I think it’s highly dependent on the individual. Age, extent and type of metabolic damage, male/female, amount and type of exercise you’re doing, etc., all affect this.
In my 5 years of low carb, I’ve tried so many things I would have a hard time listing them all. I read a book by Jimmy Moore that advocated eating high fat and stating that if you’re still hungry, you haven’t eaten enough fat. So, at one time, I was eating tons of fat bombs, bullet-proof coffee, adding fat to my steak, etc. I could never tell I was full. (Note that this is nowhere near what happens to me on high carb, where I never, ever get satiated.)
I got on twitter and started seeing posts by Ted Naiman. Convinced he was wrong, and protein = blood sugar, I bought a continuous glucose monitor and set out to prove he was wrong. What I found out was the opposite. For me, protein caused me to be full and I had no blood sugar rise I could discern.
So, now I eat a lot of low fat, high protein foods (shrimp, ham, mussels, other lean meats). This does not mean I do not eat fat, as I do, and I still eat some keto meals, as these tend to be easy to make for a family. And fat tastes good, at least animal fat does, so I’ll eat all the fat on meat. I just choose leaner meats overall and choose quite lean meats a lot of times.

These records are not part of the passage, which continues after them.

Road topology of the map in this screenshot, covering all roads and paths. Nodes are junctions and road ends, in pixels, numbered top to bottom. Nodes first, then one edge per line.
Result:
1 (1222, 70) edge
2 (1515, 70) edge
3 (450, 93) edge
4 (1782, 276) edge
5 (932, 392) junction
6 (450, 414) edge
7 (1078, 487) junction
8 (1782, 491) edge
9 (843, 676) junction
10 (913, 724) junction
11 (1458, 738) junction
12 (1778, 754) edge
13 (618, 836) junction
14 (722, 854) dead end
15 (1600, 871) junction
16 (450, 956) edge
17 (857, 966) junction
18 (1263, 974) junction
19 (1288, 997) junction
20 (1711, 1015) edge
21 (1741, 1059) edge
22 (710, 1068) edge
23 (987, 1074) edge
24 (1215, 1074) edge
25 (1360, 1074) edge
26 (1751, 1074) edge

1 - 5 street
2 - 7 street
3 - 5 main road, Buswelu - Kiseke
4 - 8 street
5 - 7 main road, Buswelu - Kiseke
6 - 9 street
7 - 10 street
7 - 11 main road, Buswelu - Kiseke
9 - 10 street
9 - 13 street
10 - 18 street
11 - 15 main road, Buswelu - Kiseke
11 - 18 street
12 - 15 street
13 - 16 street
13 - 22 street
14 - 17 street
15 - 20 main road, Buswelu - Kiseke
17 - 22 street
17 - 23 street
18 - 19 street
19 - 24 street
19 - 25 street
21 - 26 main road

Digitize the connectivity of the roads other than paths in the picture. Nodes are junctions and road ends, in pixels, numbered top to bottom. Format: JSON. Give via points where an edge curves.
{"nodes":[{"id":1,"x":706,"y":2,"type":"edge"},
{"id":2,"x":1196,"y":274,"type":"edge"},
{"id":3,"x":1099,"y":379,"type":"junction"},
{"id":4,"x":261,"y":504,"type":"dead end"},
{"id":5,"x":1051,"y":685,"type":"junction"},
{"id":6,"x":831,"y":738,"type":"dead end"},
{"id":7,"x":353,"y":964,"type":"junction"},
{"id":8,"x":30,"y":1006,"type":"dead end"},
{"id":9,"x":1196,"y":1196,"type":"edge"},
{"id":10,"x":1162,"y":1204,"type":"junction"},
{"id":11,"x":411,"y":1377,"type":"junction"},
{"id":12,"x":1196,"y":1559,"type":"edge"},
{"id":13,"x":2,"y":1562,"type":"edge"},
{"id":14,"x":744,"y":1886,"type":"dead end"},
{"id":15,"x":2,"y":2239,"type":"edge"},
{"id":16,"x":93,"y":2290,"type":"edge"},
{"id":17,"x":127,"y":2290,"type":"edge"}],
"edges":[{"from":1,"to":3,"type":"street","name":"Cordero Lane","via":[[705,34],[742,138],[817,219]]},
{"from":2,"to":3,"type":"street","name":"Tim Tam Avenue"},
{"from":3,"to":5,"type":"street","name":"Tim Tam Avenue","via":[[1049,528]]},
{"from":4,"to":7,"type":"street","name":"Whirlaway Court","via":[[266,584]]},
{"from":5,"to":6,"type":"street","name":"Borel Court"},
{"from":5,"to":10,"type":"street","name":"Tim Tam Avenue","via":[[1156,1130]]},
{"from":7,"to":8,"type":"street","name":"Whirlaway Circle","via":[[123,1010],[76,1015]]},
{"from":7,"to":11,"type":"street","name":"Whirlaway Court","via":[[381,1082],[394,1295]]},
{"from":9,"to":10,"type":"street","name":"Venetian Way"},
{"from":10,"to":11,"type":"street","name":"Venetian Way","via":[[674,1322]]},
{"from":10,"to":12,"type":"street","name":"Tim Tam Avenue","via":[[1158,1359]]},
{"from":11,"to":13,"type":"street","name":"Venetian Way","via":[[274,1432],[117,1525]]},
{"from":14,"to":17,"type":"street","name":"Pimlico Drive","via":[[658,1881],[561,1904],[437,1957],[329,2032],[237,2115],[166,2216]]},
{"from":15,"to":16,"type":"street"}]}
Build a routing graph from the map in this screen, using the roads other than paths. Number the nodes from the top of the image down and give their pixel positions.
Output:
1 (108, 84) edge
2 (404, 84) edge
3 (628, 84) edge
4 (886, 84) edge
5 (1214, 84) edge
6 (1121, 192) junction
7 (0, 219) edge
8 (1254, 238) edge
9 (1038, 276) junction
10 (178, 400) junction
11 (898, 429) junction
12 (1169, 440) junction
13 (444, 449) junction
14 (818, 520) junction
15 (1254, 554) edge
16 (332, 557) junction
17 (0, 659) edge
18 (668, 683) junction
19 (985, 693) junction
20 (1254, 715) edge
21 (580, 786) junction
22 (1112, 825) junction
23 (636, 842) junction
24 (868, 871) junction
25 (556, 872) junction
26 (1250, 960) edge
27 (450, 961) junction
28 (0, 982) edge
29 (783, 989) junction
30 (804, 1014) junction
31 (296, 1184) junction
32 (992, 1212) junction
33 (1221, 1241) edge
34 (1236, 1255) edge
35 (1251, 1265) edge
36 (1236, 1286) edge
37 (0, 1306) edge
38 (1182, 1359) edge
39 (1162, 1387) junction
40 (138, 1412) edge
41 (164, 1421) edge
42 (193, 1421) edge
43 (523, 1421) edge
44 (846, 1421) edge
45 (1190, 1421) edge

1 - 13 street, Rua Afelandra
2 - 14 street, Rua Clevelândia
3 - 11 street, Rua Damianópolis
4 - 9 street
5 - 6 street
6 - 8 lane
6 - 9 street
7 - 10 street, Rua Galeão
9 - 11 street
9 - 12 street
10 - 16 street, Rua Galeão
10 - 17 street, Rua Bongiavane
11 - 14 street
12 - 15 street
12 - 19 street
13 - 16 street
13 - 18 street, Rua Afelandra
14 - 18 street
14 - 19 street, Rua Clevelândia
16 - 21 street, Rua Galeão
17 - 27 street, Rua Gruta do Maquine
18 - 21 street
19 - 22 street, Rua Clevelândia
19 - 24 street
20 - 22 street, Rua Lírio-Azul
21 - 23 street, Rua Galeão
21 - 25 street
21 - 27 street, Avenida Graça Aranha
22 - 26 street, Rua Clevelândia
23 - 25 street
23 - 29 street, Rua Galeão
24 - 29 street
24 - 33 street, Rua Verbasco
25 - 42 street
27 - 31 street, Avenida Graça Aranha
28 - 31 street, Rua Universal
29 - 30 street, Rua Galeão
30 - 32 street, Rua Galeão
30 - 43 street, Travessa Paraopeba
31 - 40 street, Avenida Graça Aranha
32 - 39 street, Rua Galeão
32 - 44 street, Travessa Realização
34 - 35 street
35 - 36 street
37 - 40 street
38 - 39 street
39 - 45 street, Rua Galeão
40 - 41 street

I think you can overdo protein, without enough fat. One time, I ate about 1 3/4 pounds of “london broil” in a sitting (after 36+ hours of fasting and a workout), and that’s a very lean meant. It’s somewhere near 200 grams of protein, depending on where you look for the info. I was not hungry – at all – but I felt somewhat sick. I think this is the “rabbit starvation” scenario, where you eat lots of protein with low fat. So, if I buy london broil (always on sale for some reason), I add some type of fat (tallow, pemmican, homemade Italian dressing, etc.) to it.
I think it behooves everyone to test higher or lower protein on yourself. Jimmy Moore and Dr. Limansky tried Ted Naiman’s protein-sparing modified fast (higher protein, but lower calories) and HATED it. (See The Keto Hacking MD podcast.) Jimmy got hypoglycemia. They interviewed quite a few other people, including body builders, and got a wide range of responses for the same parameters (but different foods – again, another confounder is the different foods everyone is eating).
Try eating different levels of protein on yourself.
But I think overall the idea that we need to eat tons of fat is suspect. I’d rather see an emphasis on eating whole foods.